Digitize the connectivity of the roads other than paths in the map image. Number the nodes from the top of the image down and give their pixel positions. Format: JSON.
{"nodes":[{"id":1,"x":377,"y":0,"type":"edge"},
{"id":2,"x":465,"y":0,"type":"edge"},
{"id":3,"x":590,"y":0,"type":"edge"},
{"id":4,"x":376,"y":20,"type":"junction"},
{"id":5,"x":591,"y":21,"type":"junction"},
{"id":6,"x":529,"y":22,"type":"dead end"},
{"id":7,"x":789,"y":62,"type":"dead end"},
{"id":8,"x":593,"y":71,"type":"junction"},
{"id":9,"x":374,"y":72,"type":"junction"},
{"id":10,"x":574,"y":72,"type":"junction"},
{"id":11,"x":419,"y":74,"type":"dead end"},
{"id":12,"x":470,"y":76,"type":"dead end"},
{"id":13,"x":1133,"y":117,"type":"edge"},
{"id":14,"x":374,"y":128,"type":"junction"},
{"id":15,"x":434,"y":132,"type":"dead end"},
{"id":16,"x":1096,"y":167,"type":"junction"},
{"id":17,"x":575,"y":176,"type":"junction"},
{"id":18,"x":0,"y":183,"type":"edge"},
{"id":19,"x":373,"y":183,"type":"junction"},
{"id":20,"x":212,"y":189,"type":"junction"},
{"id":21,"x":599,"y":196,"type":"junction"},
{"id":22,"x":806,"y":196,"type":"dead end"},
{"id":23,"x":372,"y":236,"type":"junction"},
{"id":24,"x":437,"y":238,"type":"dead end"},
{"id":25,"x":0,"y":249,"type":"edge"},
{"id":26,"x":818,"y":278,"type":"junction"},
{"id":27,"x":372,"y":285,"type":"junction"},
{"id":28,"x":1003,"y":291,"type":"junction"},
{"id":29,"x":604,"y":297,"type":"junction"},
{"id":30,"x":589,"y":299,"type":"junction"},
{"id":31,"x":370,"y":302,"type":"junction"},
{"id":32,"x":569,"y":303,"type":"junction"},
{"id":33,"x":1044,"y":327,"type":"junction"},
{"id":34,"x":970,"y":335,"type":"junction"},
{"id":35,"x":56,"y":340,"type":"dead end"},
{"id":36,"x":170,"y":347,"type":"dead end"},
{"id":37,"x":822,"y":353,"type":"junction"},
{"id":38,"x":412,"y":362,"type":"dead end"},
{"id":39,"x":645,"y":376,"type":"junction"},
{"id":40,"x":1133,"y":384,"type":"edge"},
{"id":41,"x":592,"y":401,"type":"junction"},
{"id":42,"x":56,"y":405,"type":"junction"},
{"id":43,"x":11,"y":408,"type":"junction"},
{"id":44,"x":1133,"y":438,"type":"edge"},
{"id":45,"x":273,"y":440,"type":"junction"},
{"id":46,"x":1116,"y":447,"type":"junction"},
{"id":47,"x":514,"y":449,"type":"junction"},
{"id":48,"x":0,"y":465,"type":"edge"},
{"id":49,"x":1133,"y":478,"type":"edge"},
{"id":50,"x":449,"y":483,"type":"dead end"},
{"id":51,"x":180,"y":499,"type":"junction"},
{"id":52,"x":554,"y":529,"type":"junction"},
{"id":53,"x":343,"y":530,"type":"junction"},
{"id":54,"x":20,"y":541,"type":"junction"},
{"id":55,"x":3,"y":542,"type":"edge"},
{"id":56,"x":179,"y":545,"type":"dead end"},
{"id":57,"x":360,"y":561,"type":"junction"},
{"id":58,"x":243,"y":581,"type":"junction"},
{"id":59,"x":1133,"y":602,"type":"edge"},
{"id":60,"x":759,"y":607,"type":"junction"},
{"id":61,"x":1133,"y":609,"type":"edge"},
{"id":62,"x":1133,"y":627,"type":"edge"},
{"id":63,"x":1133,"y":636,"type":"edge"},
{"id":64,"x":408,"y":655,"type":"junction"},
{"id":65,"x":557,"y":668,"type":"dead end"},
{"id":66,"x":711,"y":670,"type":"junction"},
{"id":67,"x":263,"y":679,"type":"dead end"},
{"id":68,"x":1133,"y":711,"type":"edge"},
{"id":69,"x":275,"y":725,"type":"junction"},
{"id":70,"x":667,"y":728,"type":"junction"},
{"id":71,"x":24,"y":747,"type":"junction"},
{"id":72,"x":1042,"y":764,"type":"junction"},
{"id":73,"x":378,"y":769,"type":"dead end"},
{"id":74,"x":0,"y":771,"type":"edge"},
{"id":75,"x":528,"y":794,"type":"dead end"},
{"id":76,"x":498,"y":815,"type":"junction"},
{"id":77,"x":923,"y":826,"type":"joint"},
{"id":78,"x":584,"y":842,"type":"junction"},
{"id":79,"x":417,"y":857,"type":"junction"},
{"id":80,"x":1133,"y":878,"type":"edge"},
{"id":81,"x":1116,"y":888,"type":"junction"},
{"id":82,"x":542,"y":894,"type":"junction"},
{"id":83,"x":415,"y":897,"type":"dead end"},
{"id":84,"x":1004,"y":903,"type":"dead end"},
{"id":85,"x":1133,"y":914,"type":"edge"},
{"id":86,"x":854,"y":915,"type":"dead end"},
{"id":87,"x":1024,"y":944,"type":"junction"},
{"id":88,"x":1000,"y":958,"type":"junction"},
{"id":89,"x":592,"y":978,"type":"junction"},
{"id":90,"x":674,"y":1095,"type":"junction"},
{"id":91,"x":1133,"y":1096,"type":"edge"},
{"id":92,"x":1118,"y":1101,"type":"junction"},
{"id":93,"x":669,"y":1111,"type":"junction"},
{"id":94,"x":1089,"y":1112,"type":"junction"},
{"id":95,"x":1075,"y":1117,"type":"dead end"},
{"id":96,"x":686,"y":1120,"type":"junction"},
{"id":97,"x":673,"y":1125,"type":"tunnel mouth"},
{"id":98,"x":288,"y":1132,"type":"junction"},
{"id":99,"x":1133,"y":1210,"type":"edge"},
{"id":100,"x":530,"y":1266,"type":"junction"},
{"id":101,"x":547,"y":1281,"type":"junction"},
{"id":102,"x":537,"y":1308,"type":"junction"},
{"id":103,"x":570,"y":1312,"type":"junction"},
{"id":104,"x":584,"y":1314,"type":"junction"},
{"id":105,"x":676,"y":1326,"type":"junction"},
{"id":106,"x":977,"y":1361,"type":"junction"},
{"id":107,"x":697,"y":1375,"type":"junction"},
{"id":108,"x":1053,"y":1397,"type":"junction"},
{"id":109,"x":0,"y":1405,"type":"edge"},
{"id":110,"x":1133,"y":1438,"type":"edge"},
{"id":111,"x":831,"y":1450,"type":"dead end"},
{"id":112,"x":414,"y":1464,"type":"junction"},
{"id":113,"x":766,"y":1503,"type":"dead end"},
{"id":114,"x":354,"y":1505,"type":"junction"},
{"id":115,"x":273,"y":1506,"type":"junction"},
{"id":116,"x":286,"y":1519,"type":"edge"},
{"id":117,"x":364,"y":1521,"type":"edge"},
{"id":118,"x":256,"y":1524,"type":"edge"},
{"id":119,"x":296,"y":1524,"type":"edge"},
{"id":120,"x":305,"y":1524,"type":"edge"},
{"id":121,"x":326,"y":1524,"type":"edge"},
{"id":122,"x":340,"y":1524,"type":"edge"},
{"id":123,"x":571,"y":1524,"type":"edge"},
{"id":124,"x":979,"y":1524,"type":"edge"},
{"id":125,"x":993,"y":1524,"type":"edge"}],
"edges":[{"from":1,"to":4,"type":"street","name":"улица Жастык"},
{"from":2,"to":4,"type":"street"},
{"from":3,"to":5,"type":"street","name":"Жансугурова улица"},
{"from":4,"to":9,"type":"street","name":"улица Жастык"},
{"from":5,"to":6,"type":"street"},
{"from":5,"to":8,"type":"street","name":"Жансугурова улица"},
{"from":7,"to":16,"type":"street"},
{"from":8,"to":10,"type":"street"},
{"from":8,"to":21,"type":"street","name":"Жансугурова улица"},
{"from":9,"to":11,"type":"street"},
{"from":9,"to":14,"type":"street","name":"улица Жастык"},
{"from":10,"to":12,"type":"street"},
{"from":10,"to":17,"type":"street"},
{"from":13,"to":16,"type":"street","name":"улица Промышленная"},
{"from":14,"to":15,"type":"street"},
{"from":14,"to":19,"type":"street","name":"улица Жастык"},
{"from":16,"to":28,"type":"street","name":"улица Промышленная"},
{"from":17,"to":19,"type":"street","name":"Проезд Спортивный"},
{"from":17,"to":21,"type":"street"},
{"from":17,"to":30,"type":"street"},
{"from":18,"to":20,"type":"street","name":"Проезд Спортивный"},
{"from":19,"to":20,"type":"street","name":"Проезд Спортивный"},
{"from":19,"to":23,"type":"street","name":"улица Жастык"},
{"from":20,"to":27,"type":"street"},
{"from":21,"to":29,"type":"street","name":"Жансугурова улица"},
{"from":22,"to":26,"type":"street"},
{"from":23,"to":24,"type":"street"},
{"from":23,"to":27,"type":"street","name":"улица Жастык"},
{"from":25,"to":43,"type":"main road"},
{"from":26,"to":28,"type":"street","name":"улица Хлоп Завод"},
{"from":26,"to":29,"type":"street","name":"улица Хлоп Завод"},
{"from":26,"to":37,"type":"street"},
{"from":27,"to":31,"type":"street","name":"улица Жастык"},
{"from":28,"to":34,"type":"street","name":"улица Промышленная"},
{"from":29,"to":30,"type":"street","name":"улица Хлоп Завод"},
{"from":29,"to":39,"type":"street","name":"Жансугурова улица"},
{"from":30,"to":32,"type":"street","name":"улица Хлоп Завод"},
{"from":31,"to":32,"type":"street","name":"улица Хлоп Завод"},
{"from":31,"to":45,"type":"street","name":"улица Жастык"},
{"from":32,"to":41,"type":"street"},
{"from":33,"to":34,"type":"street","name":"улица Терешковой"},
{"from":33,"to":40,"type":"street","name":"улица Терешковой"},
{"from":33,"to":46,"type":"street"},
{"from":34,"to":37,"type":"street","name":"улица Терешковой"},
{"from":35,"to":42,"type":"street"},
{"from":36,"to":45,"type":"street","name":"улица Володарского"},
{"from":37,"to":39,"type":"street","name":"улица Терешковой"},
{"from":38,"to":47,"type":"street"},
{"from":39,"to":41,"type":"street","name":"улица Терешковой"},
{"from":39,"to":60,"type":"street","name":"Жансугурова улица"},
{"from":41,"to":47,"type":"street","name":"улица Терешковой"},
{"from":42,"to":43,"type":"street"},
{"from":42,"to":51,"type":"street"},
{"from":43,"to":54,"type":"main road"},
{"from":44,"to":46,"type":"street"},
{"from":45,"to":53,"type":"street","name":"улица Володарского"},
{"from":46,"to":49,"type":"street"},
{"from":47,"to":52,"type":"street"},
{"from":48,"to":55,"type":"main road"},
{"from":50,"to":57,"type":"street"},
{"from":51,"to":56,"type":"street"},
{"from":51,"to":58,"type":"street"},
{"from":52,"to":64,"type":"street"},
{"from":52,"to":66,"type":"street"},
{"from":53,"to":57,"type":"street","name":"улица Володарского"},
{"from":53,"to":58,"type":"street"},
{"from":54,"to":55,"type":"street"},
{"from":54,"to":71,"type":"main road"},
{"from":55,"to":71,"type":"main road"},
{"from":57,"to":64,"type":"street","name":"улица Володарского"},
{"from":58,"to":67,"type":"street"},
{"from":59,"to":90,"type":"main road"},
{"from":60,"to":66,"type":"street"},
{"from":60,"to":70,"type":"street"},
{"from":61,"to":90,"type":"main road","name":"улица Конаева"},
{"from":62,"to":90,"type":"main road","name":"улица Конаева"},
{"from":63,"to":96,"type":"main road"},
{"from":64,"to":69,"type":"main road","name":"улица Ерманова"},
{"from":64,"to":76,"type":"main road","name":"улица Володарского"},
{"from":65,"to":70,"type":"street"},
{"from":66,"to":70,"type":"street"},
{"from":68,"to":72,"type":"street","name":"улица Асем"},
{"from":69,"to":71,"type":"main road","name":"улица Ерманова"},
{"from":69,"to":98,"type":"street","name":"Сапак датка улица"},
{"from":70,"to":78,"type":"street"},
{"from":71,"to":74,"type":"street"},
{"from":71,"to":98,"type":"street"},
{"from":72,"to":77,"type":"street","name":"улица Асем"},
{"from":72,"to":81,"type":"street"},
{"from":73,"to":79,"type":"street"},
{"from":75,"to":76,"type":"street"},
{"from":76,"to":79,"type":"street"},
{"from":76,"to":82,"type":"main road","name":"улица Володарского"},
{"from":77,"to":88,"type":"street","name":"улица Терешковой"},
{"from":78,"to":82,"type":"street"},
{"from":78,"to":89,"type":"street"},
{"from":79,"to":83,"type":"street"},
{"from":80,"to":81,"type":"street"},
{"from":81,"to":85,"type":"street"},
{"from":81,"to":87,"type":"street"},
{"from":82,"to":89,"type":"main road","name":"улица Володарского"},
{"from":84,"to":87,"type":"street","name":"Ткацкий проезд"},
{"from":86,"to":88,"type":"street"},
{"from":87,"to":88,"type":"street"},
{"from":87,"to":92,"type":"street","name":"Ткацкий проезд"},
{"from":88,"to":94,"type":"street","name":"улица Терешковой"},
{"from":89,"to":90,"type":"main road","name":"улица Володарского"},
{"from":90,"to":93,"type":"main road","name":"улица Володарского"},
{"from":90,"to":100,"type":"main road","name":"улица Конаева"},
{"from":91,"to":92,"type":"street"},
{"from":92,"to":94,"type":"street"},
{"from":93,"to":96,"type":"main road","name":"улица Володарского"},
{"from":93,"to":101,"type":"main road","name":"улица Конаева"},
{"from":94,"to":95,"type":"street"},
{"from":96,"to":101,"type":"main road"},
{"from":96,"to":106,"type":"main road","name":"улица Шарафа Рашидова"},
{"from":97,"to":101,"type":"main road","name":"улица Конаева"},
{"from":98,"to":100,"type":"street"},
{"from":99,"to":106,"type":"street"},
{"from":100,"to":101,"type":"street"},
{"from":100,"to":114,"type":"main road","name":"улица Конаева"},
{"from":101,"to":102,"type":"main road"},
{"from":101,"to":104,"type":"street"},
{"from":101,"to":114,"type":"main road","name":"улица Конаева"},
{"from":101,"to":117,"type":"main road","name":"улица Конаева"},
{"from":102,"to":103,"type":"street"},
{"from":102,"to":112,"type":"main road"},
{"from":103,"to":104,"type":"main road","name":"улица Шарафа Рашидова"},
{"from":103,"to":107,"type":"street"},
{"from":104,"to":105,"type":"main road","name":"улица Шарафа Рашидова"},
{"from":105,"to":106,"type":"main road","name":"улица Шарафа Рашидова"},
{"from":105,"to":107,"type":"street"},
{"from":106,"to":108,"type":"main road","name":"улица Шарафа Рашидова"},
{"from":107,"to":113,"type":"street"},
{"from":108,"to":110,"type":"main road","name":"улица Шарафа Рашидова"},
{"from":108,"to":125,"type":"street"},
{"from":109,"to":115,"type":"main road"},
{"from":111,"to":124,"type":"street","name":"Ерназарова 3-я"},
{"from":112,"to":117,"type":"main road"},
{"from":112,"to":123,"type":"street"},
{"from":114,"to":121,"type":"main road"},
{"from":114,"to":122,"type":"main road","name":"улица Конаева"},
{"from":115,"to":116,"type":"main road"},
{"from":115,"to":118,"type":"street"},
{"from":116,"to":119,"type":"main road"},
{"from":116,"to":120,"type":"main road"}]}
################
[Required work] In the records above, find each line that mentions the string "Асем", then copy it.

[Expected answer]
{"from":68,"to":72,"type":"street","name":"улица Асем"},
{"from":72,"to":77,"type":"street","name":"улица Асем"},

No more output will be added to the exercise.